日本はG20唯一の「休み方後進国」だった
こうした事態に陥らないためには、病気の場合には有給休暇を充てないで済むようにする必要があるといえます。
具体的には、企業側が有給の病気休暇(シックリーブ)制度を導入することが、もっとも有効で理にかなっているといえます。
これによって体調不良の従業員を働かせずに積極的に休ませることで、組織の崩壊を回避することができるからです。「目先のコスト削減・損失」にとらわれるのではなく、シックリーブ制度導入を“組織防衛のための戦略”と位置づける意識改革が企業側に求められるといえましょう。
ただこの制度導入ですが、個々の企業の方針に完全に委ねてよい問題と私は思いません。企業によって「体力」が異なるからです。やはり国がシックリーブ制度を率先して提唱し、個々の企業を政策面でも財政面でもバックアップすることが重要ではないでしょうか。
というのも、国の政策としてシックリーブ制度を掲げていないのはG20のうちでは、日本の他にアメリカとカナダくらいなのです。
G20の他の主要国(ドイツ、フランス、イタリア、イギリス、オーストラリア、韓国など)の多くは、雇用主による短期の病欠時の賃金補償(Sick Pay)や、社会保障制度を通じた医療休暇(Paid Medical Leave)など、なんらかの形で病気療養中の収入を国として保障しています。
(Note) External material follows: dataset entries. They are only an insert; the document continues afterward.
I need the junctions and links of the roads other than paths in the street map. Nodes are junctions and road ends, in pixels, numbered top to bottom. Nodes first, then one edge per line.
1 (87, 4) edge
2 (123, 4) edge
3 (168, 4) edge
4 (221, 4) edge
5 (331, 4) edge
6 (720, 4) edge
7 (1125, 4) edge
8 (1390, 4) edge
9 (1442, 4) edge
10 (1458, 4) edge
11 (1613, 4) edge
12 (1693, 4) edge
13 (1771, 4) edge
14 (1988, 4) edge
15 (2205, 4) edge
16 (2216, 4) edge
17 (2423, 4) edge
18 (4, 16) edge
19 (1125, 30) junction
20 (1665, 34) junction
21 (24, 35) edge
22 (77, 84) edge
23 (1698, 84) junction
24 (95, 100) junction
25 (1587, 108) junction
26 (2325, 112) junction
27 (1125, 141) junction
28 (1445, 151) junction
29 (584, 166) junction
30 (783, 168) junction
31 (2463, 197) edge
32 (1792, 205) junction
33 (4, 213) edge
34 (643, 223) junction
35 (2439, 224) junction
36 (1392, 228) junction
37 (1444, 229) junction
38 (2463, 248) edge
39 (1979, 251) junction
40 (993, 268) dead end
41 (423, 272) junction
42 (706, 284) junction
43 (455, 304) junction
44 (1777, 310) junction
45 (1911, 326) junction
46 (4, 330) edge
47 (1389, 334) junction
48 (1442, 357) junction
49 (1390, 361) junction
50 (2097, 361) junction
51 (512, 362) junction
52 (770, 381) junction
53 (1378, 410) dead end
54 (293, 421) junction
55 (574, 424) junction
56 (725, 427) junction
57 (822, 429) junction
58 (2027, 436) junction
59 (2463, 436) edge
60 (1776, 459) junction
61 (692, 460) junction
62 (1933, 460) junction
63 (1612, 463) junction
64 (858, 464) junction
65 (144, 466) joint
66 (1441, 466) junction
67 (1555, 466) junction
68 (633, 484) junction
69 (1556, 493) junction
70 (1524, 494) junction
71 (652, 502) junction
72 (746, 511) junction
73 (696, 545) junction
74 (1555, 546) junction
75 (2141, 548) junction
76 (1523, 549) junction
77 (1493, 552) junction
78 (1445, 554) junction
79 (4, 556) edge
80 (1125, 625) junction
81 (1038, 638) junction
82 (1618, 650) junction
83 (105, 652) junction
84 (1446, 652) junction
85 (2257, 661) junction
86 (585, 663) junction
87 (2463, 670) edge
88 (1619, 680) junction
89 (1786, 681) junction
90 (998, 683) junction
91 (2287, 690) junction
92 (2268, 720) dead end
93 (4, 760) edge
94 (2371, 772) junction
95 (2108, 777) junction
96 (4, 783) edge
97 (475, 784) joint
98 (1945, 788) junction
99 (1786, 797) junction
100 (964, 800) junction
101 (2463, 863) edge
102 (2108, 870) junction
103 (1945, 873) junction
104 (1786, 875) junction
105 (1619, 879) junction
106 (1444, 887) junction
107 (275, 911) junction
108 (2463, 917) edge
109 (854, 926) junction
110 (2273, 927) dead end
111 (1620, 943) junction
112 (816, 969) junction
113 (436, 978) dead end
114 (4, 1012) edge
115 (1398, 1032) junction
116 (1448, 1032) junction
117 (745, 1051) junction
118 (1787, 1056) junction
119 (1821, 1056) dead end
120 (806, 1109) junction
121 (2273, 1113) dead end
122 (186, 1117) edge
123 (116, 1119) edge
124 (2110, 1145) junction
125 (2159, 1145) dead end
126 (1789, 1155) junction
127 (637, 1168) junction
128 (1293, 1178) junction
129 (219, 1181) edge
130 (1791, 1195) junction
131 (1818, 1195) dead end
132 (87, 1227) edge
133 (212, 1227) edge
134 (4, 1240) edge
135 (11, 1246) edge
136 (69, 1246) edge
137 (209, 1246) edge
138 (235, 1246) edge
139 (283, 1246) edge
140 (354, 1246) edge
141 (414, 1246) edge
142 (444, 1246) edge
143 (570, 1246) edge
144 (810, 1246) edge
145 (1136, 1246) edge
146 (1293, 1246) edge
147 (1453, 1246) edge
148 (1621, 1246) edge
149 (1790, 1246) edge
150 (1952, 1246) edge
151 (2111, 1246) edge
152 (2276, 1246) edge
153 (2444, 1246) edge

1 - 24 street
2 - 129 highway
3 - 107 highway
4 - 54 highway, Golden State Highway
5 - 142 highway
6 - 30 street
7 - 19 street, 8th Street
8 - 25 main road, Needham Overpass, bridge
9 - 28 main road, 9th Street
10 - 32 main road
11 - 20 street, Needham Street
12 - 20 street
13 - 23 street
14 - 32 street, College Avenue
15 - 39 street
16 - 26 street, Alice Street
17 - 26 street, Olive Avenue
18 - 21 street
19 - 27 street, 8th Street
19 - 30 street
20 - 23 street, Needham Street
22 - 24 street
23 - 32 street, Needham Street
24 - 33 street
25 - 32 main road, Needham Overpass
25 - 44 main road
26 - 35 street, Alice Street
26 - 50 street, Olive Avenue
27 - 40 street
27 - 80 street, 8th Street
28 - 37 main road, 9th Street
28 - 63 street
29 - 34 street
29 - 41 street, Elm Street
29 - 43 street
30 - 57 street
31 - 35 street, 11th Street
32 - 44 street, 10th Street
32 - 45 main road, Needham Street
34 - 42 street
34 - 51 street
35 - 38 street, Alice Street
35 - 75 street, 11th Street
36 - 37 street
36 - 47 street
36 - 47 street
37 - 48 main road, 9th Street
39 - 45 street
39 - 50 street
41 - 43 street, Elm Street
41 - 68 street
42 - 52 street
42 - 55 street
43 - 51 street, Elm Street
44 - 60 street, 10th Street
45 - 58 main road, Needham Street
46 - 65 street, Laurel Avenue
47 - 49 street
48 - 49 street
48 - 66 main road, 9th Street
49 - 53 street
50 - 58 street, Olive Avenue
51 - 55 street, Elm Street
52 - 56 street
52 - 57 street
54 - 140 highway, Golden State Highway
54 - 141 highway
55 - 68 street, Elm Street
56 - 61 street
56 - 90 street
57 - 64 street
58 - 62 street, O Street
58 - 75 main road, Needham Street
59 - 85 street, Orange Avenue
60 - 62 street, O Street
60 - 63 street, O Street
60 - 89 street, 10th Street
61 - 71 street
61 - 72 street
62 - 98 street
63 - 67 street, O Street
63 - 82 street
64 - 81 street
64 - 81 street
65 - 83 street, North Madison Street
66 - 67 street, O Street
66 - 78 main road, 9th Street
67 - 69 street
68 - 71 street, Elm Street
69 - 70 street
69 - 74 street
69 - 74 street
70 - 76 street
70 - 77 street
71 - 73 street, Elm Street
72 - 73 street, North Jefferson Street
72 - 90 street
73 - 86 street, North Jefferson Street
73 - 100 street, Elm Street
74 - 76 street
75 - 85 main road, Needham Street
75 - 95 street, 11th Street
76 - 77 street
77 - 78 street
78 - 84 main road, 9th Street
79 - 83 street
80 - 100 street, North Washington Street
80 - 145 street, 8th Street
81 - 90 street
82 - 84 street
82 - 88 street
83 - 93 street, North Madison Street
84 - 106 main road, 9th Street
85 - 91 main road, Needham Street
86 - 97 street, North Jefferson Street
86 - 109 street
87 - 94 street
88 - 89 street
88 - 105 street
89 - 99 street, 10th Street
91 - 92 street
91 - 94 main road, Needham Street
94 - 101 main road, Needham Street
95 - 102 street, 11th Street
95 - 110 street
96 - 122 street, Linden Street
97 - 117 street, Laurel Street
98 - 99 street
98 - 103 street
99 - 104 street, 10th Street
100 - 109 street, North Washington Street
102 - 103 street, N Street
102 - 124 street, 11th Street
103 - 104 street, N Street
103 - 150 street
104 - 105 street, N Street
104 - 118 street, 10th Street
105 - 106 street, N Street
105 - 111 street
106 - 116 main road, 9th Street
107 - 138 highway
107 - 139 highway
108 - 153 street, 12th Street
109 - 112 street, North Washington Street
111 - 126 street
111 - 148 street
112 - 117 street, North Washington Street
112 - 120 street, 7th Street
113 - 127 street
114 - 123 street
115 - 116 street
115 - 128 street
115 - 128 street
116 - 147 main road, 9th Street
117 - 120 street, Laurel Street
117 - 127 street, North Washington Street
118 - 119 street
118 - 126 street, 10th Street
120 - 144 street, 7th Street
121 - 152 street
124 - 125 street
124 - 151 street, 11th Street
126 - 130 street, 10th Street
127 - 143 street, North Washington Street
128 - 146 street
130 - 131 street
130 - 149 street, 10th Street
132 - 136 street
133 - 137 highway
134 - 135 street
もっともアメリカやカナダにしても連邦としての制度はなくとも、州や市単位では同様の保障がされているところもあることを踏まえれば、国民の病気療養中の賃金保障を、公的制度として一切義務づけていない日本だけが、この問題から唯一取り残されていると言えるでしょう。
“強い国”に必要なのは「働いて×5」ではない
言い方を変えれば、日本は「労働者の健康よりも、目先の企業のコスト削減を優先する」という、前時代的な価値観を国全体が是認している先進国のなかでも遅れた国であって、これは「休む、休ませることこそがBCP」という現代の常識的危機管理論と、かなりかけ離れているということになります。
そういえば、インフルエンザやコロナの診断で休む際に、会社から診断書の提出を求められることはありませんか。診断書を提出することで、なんらかの保障を得られるのかもしれませんが、その診断書発行にかかる費用は会社もちでしょうか、それとも自腹でしょうか。
こまかいことかもしれませんが、このような点にもその企業・組織の従業員にたいする姿勢が見てとれます。
体調不良の従業員が負い目を感じることなく、収入を気にすることなく「快適に休める」、そして雇用主や上司は形式的な書類提出にこだわったり煩雑な手続きを要求したりせず、またもちろん嫌味など言うことなく「快く休ませる」、こうした就労環境の整備こそが、感染症の流行に強い組織を作り上げることになるのです。
そのような「強い組織」が社会全体にひろがっていけば、国全体として社会として感染症の危機に強くなります。
「強い国をつくる!」と言うのであれば、まずは感染症が猛威をふるっている今こそ、「働いて×5」のスローガンを流行らせるのではなく、「休む、休ませる×5」を流行語にすべきではないでしょうか。